* What the task requires *
Return every line of the entries that includes the word "Right".

(Landmark coordinate records)

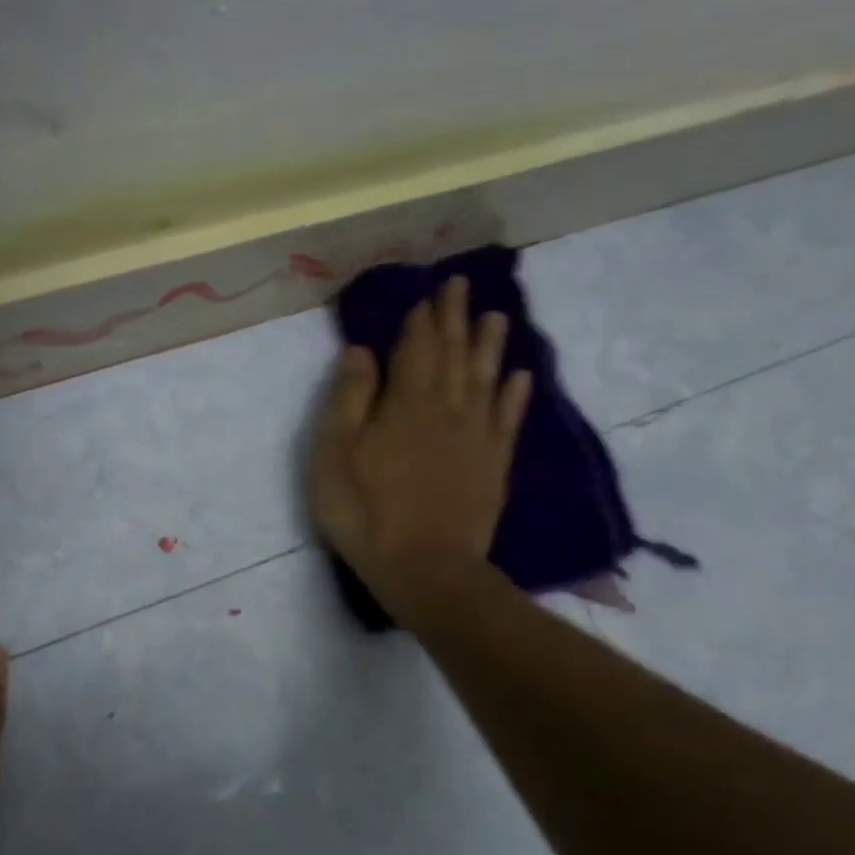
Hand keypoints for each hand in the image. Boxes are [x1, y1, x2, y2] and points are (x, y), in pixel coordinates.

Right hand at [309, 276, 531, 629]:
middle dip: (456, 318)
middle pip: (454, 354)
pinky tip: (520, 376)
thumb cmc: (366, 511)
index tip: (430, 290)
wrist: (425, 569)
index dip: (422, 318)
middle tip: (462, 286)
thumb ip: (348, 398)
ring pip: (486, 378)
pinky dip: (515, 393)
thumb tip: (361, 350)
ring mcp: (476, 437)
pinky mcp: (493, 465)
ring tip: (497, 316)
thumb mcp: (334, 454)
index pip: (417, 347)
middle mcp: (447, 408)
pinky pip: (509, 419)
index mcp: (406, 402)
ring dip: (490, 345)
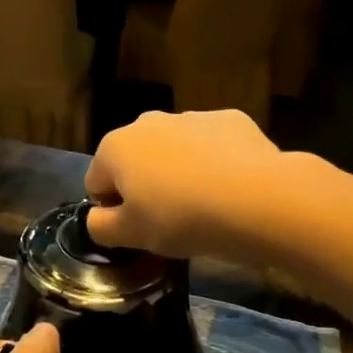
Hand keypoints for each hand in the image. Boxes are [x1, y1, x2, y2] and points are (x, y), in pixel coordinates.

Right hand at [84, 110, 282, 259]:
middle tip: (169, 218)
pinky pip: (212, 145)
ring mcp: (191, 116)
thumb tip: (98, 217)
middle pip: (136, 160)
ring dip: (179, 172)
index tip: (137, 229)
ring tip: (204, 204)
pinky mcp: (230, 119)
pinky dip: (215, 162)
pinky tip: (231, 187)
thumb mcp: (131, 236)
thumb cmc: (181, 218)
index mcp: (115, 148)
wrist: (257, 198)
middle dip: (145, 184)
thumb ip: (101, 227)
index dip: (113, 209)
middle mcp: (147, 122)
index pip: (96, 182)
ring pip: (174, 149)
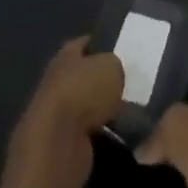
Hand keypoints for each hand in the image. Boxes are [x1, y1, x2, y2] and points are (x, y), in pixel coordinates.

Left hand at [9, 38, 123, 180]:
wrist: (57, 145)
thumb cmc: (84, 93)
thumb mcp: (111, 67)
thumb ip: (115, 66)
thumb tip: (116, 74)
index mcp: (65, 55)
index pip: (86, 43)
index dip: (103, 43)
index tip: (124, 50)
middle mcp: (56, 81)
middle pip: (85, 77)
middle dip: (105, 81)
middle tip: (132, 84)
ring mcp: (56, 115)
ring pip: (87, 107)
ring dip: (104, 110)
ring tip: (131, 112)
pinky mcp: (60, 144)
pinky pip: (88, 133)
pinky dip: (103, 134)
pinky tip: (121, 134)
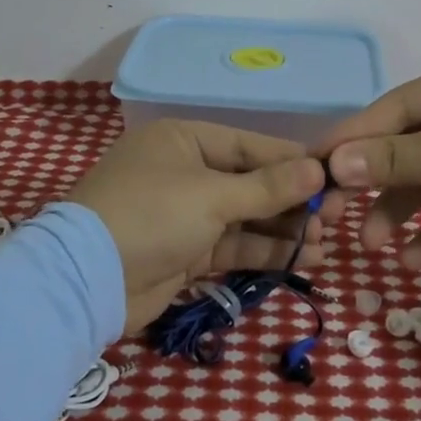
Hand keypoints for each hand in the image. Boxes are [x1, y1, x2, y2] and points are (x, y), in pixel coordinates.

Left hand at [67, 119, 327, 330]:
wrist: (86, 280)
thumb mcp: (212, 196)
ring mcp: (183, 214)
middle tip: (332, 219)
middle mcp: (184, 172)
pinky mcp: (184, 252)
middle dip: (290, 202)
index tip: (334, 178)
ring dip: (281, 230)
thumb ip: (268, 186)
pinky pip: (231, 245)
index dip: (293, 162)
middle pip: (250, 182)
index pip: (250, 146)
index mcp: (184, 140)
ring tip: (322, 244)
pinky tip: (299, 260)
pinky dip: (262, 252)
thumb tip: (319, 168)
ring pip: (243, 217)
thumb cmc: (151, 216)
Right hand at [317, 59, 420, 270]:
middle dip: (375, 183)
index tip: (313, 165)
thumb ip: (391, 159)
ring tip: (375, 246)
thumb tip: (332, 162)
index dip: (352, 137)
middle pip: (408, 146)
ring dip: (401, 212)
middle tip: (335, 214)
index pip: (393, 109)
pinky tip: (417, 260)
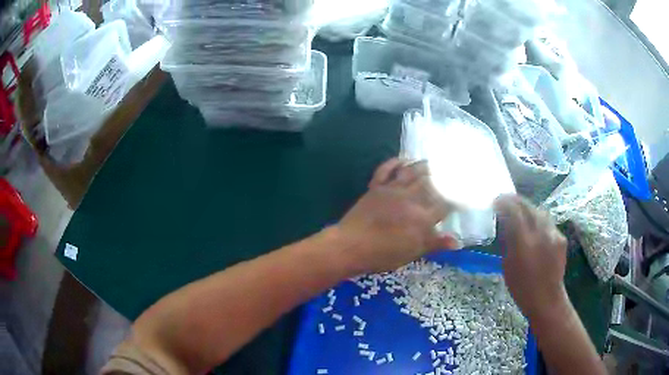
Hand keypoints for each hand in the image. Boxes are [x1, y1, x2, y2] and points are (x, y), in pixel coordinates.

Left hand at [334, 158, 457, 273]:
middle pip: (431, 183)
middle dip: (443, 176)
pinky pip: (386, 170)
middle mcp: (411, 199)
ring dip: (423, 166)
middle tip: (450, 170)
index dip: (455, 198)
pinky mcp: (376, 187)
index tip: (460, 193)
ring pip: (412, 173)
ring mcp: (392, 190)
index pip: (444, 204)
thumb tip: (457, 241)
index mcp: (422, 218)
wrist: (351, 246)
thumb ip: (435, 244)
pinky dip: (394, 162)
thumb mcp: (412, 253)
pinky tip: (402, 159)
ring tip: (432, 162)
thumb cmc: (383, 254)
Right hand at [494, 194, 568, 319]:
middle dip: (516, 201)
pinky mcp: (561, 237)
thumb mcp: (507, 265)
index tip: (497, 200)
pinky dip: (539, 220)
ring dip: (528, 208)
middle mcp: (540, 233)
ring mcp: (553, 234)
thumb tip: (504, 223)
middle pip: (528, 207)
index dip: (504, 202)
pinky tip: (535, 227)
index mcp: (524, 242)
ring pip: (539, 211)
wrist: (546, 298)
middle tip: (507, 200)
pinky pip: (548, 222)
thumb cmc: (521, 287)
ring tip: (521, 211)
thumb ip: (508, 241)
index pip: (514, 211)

---

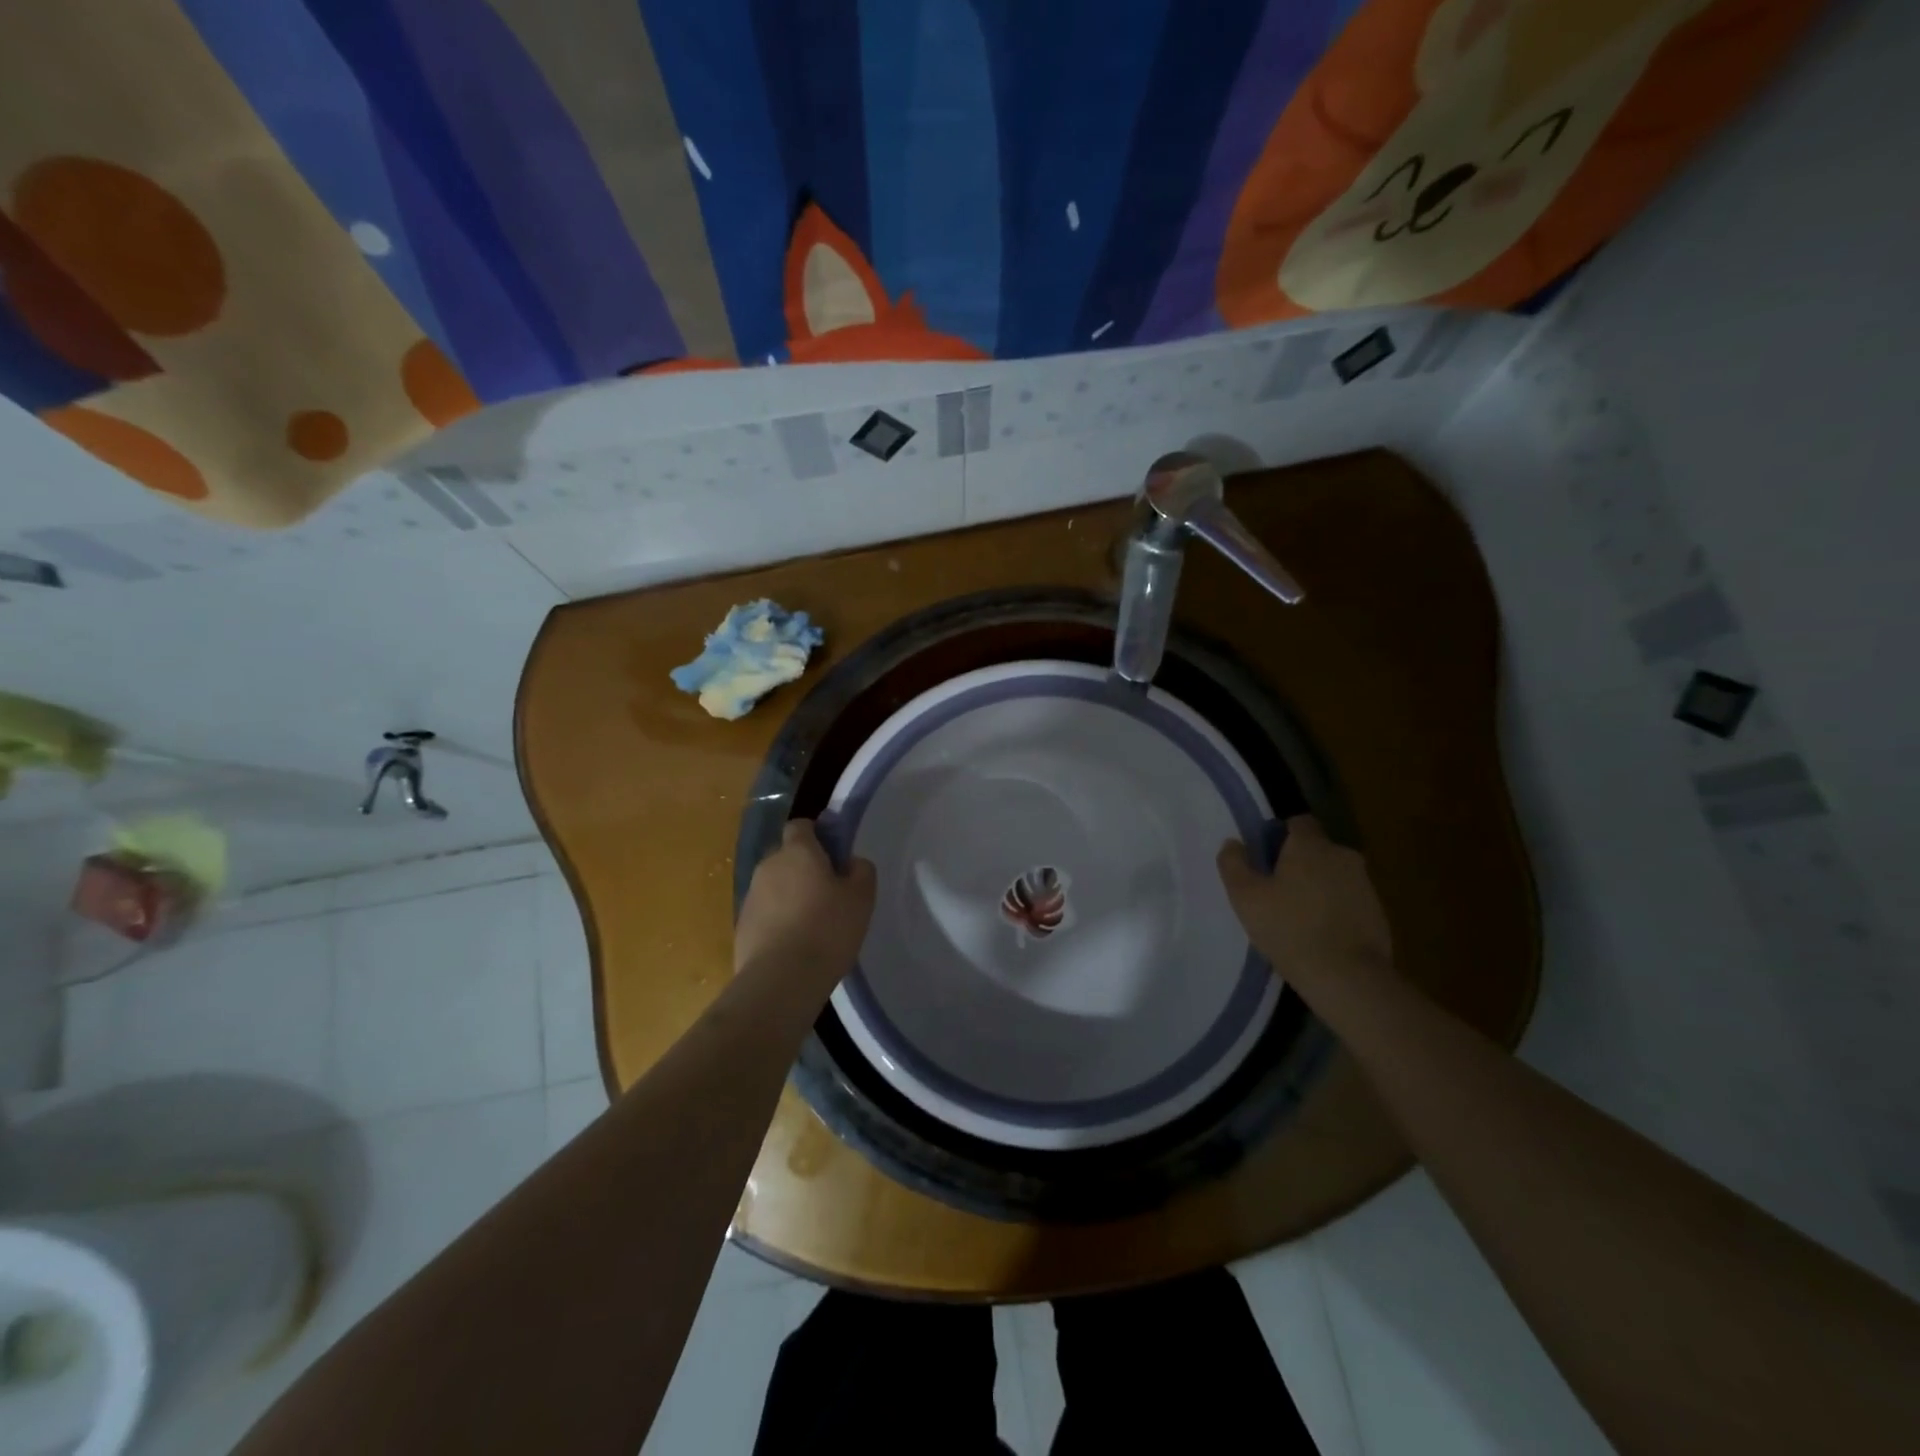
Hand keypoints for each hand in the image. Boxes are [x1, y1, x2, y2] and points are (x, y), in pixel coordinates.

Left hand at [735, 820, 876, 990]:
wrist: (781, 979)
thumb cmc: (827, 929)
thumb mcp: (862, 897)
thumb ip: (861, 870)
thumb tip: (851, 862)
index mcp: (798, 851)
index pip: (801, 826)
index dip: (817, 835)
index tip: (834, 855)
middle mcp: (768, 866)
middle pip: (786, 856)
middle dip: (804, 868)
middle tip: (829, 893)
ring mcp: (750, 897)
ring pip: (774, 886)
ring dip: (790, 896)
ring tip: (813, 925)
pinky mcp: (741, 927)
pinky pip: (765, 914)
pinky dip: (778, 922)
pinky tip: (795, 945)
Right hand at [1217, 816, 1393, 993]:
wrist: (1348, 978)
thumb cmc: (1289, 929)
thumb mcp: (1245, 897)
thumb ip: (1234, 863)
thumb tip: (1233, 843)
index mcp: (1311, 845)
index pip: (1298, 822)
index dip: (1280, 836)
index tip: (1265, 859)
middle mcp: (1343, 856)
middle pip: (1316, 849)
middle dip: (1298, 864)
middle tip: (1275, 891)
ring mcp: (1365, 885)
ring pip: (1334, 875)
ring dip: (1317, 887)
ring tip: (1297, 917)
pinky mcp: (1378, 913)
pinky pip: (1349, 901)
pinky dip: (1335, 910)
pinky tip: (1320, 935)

* Task answer *
Right hand at [309, 276, 531, 629]:
Right hand at [84, 110, 282, 259]:
Right hand at [317, 59, 420, 270]:
Right hand at [494, 194, 568, 319]:
Right hand at [1217, 816, 1393, 993]:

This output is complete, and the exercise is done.